TimServers opened a new issue, #12920:
URL: https://github.com/apache/cloudstack/issues/12920

   ### problem
   
   ##### ISSUE TYPE
   
   * Bug Report
   
   ##### COMPONENT NAME
   
   KVM, Orchestration, HA
   
   ##### CLOUDSTACK VERSION
   
   4.22.x
   
   ##### CONFIGURATION
   
   - KVM hypervisor
   - Shared primary storage on NFS
   - HA-enabled user VM
   - sync.interval = 60
   - no ha.tag configured
   - tested with an HA-enabled VM deployed on a healthy KVM host
   - multiple management servers in the zone/cluster
   
   ##### OS / ENVIRONMENT
   
   - CloudStack management servers on Ubuntu 24.04
   - MySQL 8
   - KVM hosts on Linux/libvirt
   - Primary storage: NFS
   
   ##### SUMMARY
   
   On CloudStack 4.22.x, if a KVM VM is stopped unexpectedly on the hypervisor 
using `virsh destroy`, CloudStack detects `PowerReportMissing`, waits for the 
grace period, and schedules HA restart work. However, the HA worker then fails 
to restart the VM because `KVMInvestigator` reports the VM as alive (`alive? 

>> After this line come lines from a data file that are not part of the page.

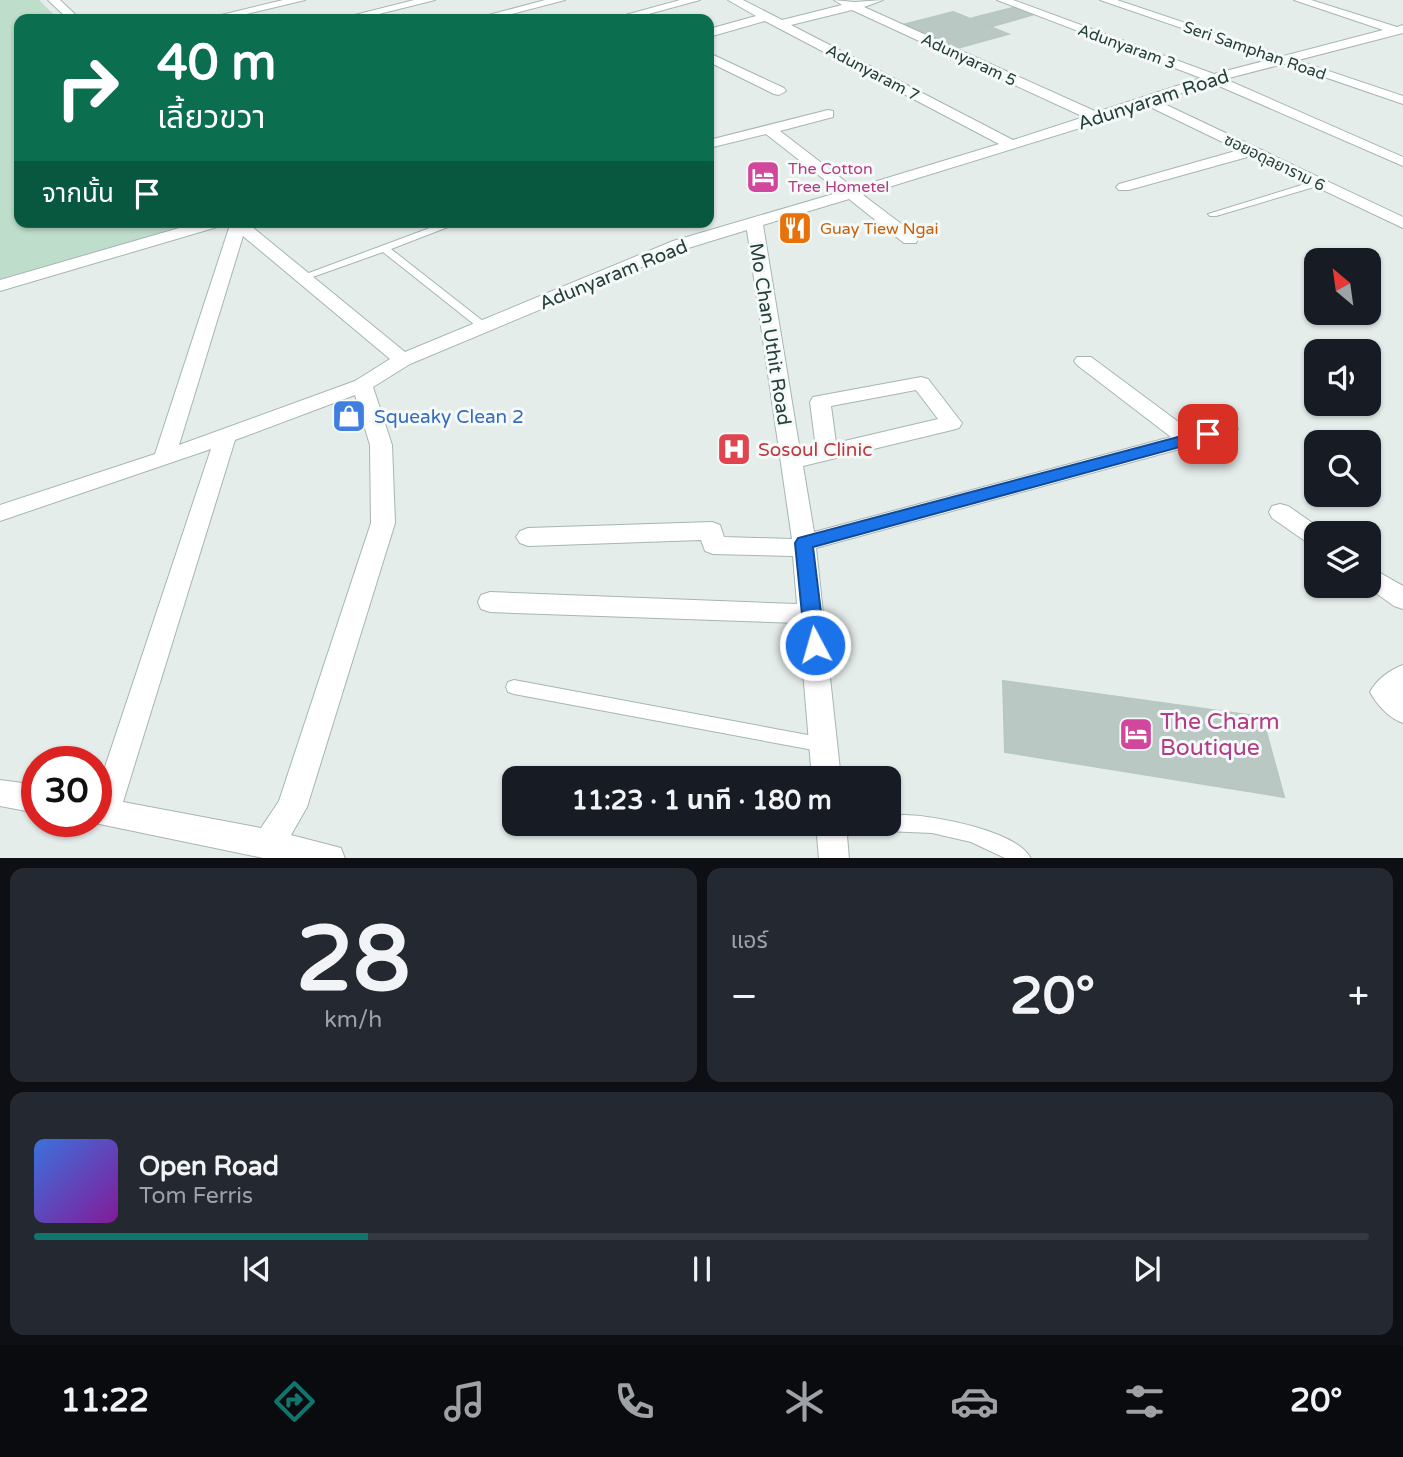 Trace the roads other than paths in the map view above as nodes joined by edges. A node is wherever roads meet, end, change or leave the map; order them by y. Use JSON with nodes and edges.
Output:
{"nodes":[{"id":1,"x":54,"y":0,"type":"edge"},
{"id":2,"x":299,"y":0,"type":"edge"},
{"id":3,"x":429,"y":0,"type":"edge"},
{"id":4,"x":501,"y":0,"type":"edge"},
{"id":5,"x":559,"y":0,"type":"edge"},
{"id":6,"x":694,"y":0,"type":"edge"},
{"id":7,"x":767,"y":0,"type":"edge"},
{"id":8,"x":840,"y":0,"type":"edge"},
{"id":9,"x":877,"y":0,"type":"edge"},
{"id":10,"x":1003,"y":0,"type":"edge"},
{"id":11,"x":1106,"y":0,"type":"edge"},
{"id":12,"x":1300,"y":0,"type":"edge"},
{"id":13,"x":740,"y":3,"type":"edge"},
{"id":14,"x":274,"y":6,"type":"edge"},
{"id":15,"x":853,"y":6,"type":"junction"},
{"id":16,"x":518,"y":10,"type":"junction"},
{"id":17,"x":69,"y":14,"type":"edge"},
{"id":18,"x":235,"y":14,"type":"edge"},
{"id":19,"x":367,"y":14,"type":"edge"},
{"id":20,"x":501,"y":14,"type":"edge"},
{"id":21,"x":526,"y":14,"type":"edge"},
{"id":22,"x":637,"y":14,"type":"edge"},
{"id":23,"x":768,"y":16,"type":"junction"},
{"id":24,"x":781,"y":24,"type":"junction"},
{"id":25,"x":1400,"y":30,"type":"edge"},
{"id":26,"x":714,"y":32,"type":"edge"},
{"id":27,"x":714,"y":59,"type":"edge"},
{"id":28,"x":1283,"y":59,"type":"junction"},
{"id":29,"x":1213,"y":78,"type":"junction"},
{"id":30,"x":779,"y":91,"type":"dead end"},
{"id":31,"x":1403,"y":100,"type":"edge"},
{"id":32,"x":1148,"y":101,"type":"junction"},
{"id":33,"x":828,"y":114,"type":"dead end"},
{"id":34,"x":1098,"y":118,"type":"junction"},
{"id":35,"x":769,"y":129,"type":"junction"},
{"id":36,"x":714,"y":143,"type":"edge"},
{"id":37,"x":1012,"y":145,"type":"junction"},
{"id":38,"x":1252,"y":151,"type":"junction"},
{"id":39,"x":1403,"y":162,"type":"edge"},
{"id":40,"x":1318,"y":183,"type":"junction"},
{"id":41,"x":1124,"y":187,"type":"dead end"},
{"id":42,"x":853,"y":193,"type":"junction"},
{"id":43,"x":1213,"y":214,"type":"dead end"},
{"id":44,"x":754,"y":222,"type":"junction"},
{"id":45,"x":1403,"y":223,"type":"edge"},
{"id":46,"x":198,"y":228,"type":"edge"},
{"id":47,"x":235,"y":228,"type":"edge"},
{"id":48,"x":243,"y":228,"type":"edge"},
{"id":49,"x":439,"y":228,"type":"edge"},
{"id":50,"x":910,"y":239,"type":"dead end"},
{"id":51,"x":384,"y":248,"type":"junction"},
{"id":52,"x":303,"y":277,"type":"junction"},
{"id":53,"x":0,"y":286,"type":"edge"},
{"id":54,"x":484,"y":327,"type":"junction"},
{"id":55,"x":403,"y":360,"type":"junction"},
{"id":56,"x":1084,"y":361,"type":"dead end"},
{"id":57,"x":362,"y":385,"type":"junction"},
{"id":58,"x":1228,"y":429,"type":"dead end"},
{"id":59,"x":226,"y":435,"type":"junction"},
{"id":60,"x":1188,"y":439,"type":"junction"},
{"id":61,"x":827,"y":453,"type":"junction"},
{"id":62,"x":164,"y":459,"type":"junction"},
{"id":63,"x":791,"y":461,"type":"junction"},
{"id":64,"x":1280,"y":512,"type":"dead end"},
{"id":65,"x":0,"y":513,"type":"edge"},
{"id":66,"x":1304,"y":529,"type":"edge"},
{"id":67,"x":528,"y":537,"type":"dead end"},
{"id":68,"x":804,"y":545,"type":"junction"},
{"id":69,"x":1381,"y":584,"type":"edge"},
{"id":70,"x":1403,"y":599,"type":"edge"},
{"id":71,"x":490,"y":602,"type":"dead end"},
{"id":72,"x":812,"y":614,"type":"junction"},
{"id":73,"x":1403,"y":676,"type":"edge"},
{"id":74,"x":514,"y":687,"type":"dead end"},
{"id":75,"x":1403,"y":711,"type":"edge"},
{"id":76,"x":824,"y":745,"type":"junction"},
{"id":77,"x":826,"y":766,"type":"edge"},
{"id":78,"x":112,"y":778,"type":"edge"},
{"id":79,"x":0,"y":793,"type":"edge"},
{"id":80,"x":21,"y":796,"type":"edge"},
{"id":81,"x":112,"y":814,"type":"edge"},
{"id":82,"x":901,"y":824,"type":"edge"},
{"id":83,"x":265,"y":851,"type":"edge"},
{"id":84,"x":322,"y":858,"type":"edge"},
{"id":85,"x":1020,"y":858,"type":"edge"}],
"edges":[{"from":1,"to":17,"type":"street"},
{"from":2,"to":14,"type":"street"},
{"from":3,"to":19,"type":"street"},
{"from":4,"to":16,"type":"street"},
{"from":5,"to":16,"type":"street"},
{"from":6,"to":22,"type":"street"},
{"from":7,"to":13,"type":"street"},
{"from":8,"to":15,"type":"street","name":"Adunyaram 5"},
{"from":9,"to":15,"type":"street"},
{"from":10,"to":29,"type":"street","name":"Adunyaram 3"},
{"from":11,"to":28,"type":"street","name":"Seri Samphan Road"},
{"from":12,"to":25,"type":"street"},
{"from":13,"to":23,"type":"street","name":"Adunyaram 7"},
{"from":14,"to":18,"type":"street"},
{"from":15,"to":24,"type":"street"},
{"from":15,"to":34,"type":"street","name":"Adunyaram 5"},
{"from":16,"to":20,"type":"street"},
{"from":16,"to":21,"type":"street"},
{"from":23,"to":24,"type":"street","name":"Adunyaram 7"},
{"from":23,"to":26,"type":"street"},
{"from":24,"to":37,"type":"street","name":"Adunyaram 7"},
{"from":25,"to":28,"type":"street","name":"Adunyaram Road"},
{"from":27,"to":30,"type":"street"},
{"from":28,"to":29,"type":"street","name":"Adunyaram Road"},
{"from":28,"to":31,"type":"street","name":"Seri Samphan Road"},
{"from":29,"to":32,"type":"street","name":"Adunyaram Road"},
{"from":29,"to":39,"type":"street","name":"Adunyaram 3"},
{"from":32,"to":34,"type":"street","name":"Adunyaram Road"},
{"from":32,"to":38,"type":"street","name":"ซอยอดุลยาราม 6"},
{"from":33,"to":35,"type":"street"},
{"from":34,"to":37,"type":"street","name":"Adunyaram Road"},
{"from":35,"to":36,"type":"street"},
{"from":35,"to":42,"type":"street"},
{"from":37,"to":42,"type":"street","name":"Adunyaram Road"},
{"from":38,"to":40,"type":"street","name":"ซอยอดุลยาราม 6"},
{"from":38,"to":41,"type":"street"},
{"from":40,"to":43,"type":"lane"},
{"from":40,"to":45,"type":"street","name":"ซอยอดุลยาราม 6"},
{"from":42,"to":44,"type":"street","name":"Adunyaram Road"},
{"from":42,"to":50,"type":"street"},
{"from":44,"to":54,"type":"street","name":"Adunyaram Road"},
{"from":44,"to":63,"type":"street","name":"Mo Chan Uthit Road"},
{"from":46,"to":53,"type":"street"},
{"from":47,"to":62,"type":"street"},
{"from":48,"to":52,"type":"street"},
{"from":49,"to":51,"type":"lane"},
{"from":51,"to":52,"type":"lane"},
{"from":51,"to":54,"type":"lane"},
{"from":52,"to":55,"type":"street"},
{"from":54,"to":55,"type":"street","name":"Adunyaram Road"},
{"from":55,"to":57,"type":"street","name":"Adunyaram Road"},
{"from":56,"to":60,"type":"street"},
{"from":57,"to":59,"type":"street","name":"Adunyaram Road"},
{"from":57,"to":83,"type":"street"},
{"from":58,"to":60,"type":"street"},
{"from":59,"to":62,"type":"street","name":"Adunyaram Road"},
{"from":59,"to":78,"type":"street"},
{"from":60,"to":68,"type":"street"},
{"from":61,"to":61,"type":"street"},
{"from":61,"to":63,"type":"street"},
{"from":62,"to":65,"type":"street","name":"Adunyaram Road"},
{"from":63,"to":68,"type":"street","name":"Mo Chan Uthit Road"},
{"from":64,"to":66,"type":"street"},
{"from":67,"to":68,"type":"street"},
{"from":68,"to":72,"type":"street","name":"Mo Chan Uthit Road"},
{"from":69,"to":70,"type":"street"},
{"from":71,"to":72,"type":"street"},
{"from":72,"to":76,"type":"street","name":"Mo Chan Uthit Road"},
{"from":73,"to":75,"type":"street"},
{"from":74,"to":76,"type":"lane"},
{"from":76,"to":77,"type":"street","name":"Mo Chan Uthit Road"},
{"from":79,"to":80,"type":"street"},
{"from":81,"to":83,"type":"street"},
{"from":82,"to":85,"type":"lane"},
{"from":83,"to":84,"type":"street"}]}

true`) while the host is still up.
   
   As a result:
   - the VM remains in `Running` state in CloudStack/UI
   - the VM is not transitioned to `Stopped`
   - HA does not restart it
   - the same HA scheduling/investigation loop repeats on subsequent sync cycles
   
   This appears related to #10406 / #10407, which were intended to fix cases 
where VMs were not moving to `Stopped` when `PowerReportMissing` is processed.
   
   ##### EXPECTED RESULTS
   
   After the grace period passes, CloudStack should process 
`PowerReportMissing`, transition the VM to `Stopped`, and, because HA is 
enabled, restart the VM automatically.
   
   Expected behavior for this test case:
   
   1. `virsh destroy <domain>` removes the libvirt domain.

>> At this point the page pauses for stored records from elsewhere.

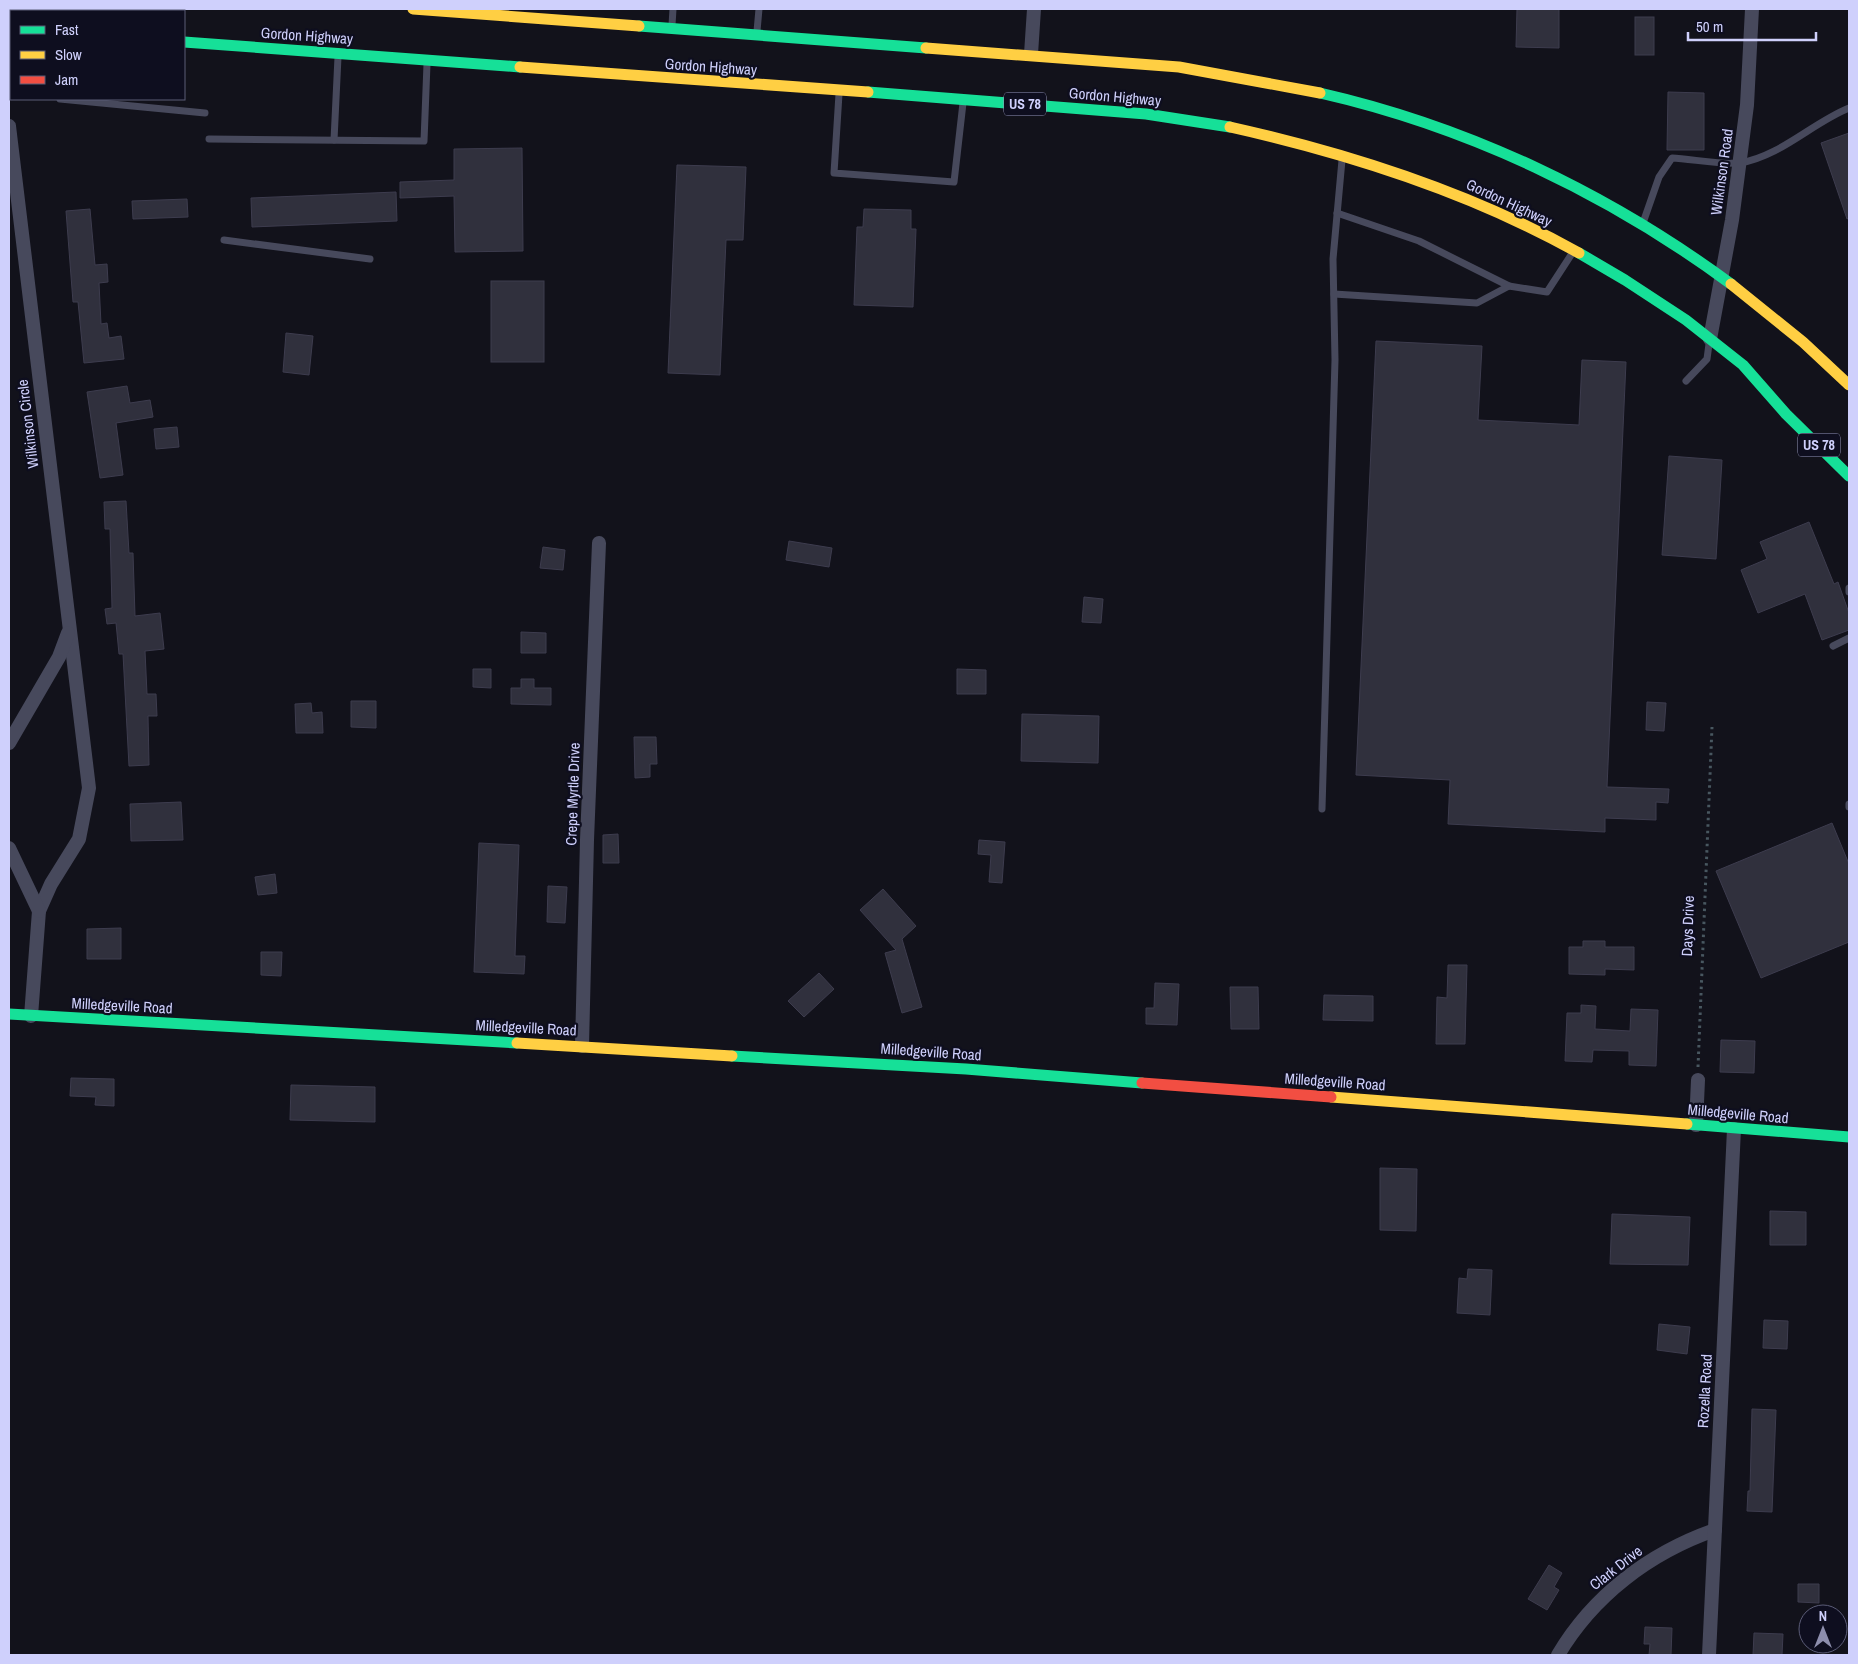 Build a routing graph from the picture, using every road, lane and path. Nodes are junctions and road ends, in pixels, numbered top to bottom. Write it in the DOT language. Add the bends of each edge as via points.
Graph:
graph roads {
  1 [pos="413,9"];
  2 [pos="673,9"];
  3 [pos="759,9"];
  4 [pos="1034,9"];
  5 [pos="1752,9"];
  6 [pos="506,12"];
  7 [pos="672,28"];
  8 [pos="756,34"];
  9 [pos="185,42"];
  10 [pos="338,54"];
  11 [pos="1031,54"];
  12 [pos="427,60"];
  13 [pos="839,91"];
  14 [pos="70,100"];
  15 [pos="963,100"];
  16 [pos="1849,108"];
  17 [pos="205,113"];
  18 [pos="9,126"];
  19 [pos="209,139"];
  20 [pos="334,140"];
  21 [pos="1343,155"];
  22 [pos="1740,163"];
  23 [pos="1337,213"];
  24 [pos="1642,225"];
  25 [pos="224,240"];
  26 [pos="1573,251"];
  27 [pos="370,259"];
  28 [pos="1722,278"];
  29 [pos="1509,286"];
  30 [pos="1334,294"];
  31 [pos="1710,339"];
  32 [pos="1686,381"];
  33 [pos="1849,385"];
  34 [pos="1849,476"];
  35 [pos="599,543"];
  36 [pos="1849,588"];
  37 [pos="1849,592"];
  38 [pos="69,630"];
  39 [pos="1849,638"];
  40 [pos="1833,646"];
  41 [pos="1712,728"];
  42 [pos="9,743"];
  43 [pos="1322,809"];
  44 [pos="9,848"];
  45 [pos="39,912"];
  46 [pos="9,1014"];
  47 [pos="31,1016"];
  48 [pos="582,1046"];
  49 [pos="1698,1080"];
  50 [pos="1696,1126"];
  51 [pos="1734,1129"];
  52 [pos="1849,1137"];
  53 [pos="1715,1530"];
  54 [pos="1558,1655"];
  55 [pos="1709,1655"];
  1 -- 6 [label="main road"];
  2 -- 7 [label="lane"];
  3 -- 8 [label="lane"];
  4 -- 11 [label="street"];
  5 -- 22 [label="street, Wilkinson Road" via="1748,105"];
  6 -- 7 [label="main road" via="632,21"];
  7 -- 8 [label="main road"];
  8 -- 11 [label="main road"];
  9 -- 10 [label="main road, Gordon Highway / US 78"];
  10 -- 12 [label="main road, Gordon Highway / US 78"];
  10 -- 20 [label="lane"];
  11 -- 24 [label="main road" via="1242,76 1358,102 1419,120 1492,149 1590,195"];
  12 -- 13 [label="main road, Gordon Highway / US 78"];
  12 -- 20 [label="lane" via="424,141"];
  13 -- 15 [label="main road, Gordon Highway / US 78"];
  13 -- 15 [label="lane" via="834,173 843,174 954,182"];
  14 -- 17 [label="lane"];
  15 -- 21 [label="main road, Gordon Highway / US 78" via="1151,115 1215,124"];
  16 -- 22 [label="lane" via="1768,154"];
  18 -- 38 [label="street, Wilkinson Circle"];
  19 -- 20 [label="lane"];
  21 -- 23 [label="lane"];
  21 -- 26 [label="main road, Gordon Highway / US 78" via="1452,193"];
  22 -- 24 [label="lane" via="1672,158 1659,177"];
  22 -- 28 [label="street, Wilkinson Road"];
  23 -- 29 [label="lane" via="1419,241"];
  23 -- 30 [label="lane"];
  24 -- 28 [label="main road"];
  25 -- 27 [label="lane"];
  26 -- 29 [label="lane" via="1547,292"];
  26 -- 31 [label="main road, Gordon Highway / US 78" via="1670,310"];
  28 -- 31 [label="street, Wilkinson Road"];
  28 -- 33 [label="main road" via="1791,331"];
  29 -- 30 [label="lane" via="1477,303"];
  30 -- 43 [label="lane" via="1335,360"];
  31 -- 32 [label="lane" via="1706,359"];
  31 -- 34 [label="main road, Gordon Highway / US 78" via="1746,367"];
  35 -- 48 [label="street, Crepe Myrtle Drive"];
  36 -- 37 [label="lane"];
  38 -- 42 [label="street, Wilkinson Circle" via="59,657"];
  38 -- 45 [label="street, Wilkinson Circle" via="89,788 79,839 51,884"];
  39 -- 40 [label="lane"];
  41 -- 49 [label="path, Days Drive"];
  44 -- 45 [label="street, Wilkinson Circle"];
  45 -- 47 [label="street, Wilkinson Circle"];
  46 -- 47 [label="main road, Milledgeville Road"];
  47 -- 48 [label="main road, Milledgeville Road"];
  48 -- 50 [label="main road, Milledgeville Road" via="966,1069"];
  49 -- 50 [label="street"];
  50 -- 51 [label="main road, Milledgeville Road"];
  51 -- 52 [label="main road, Milledgeville Road"];
  51 -- 53 [label="street, Rozella Road"];
  53 -- 54 [label="street, Clark Drive" via="1676,1545 1615,1586 1588,1612"];
  53 -- 55 [label="street, Rozella Road"];
}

   2. CloudStack detects the VM as missing.
   3. After the graceful period expires, CloudStack updates the VM power report 
to `PowerReportMissing`.
   4. CloudStack transitions the VM state from `Running` to `Stopped`.
   5. HA schedules a restart for the VM.
   6. The VM is restarted automatically on an eligible host.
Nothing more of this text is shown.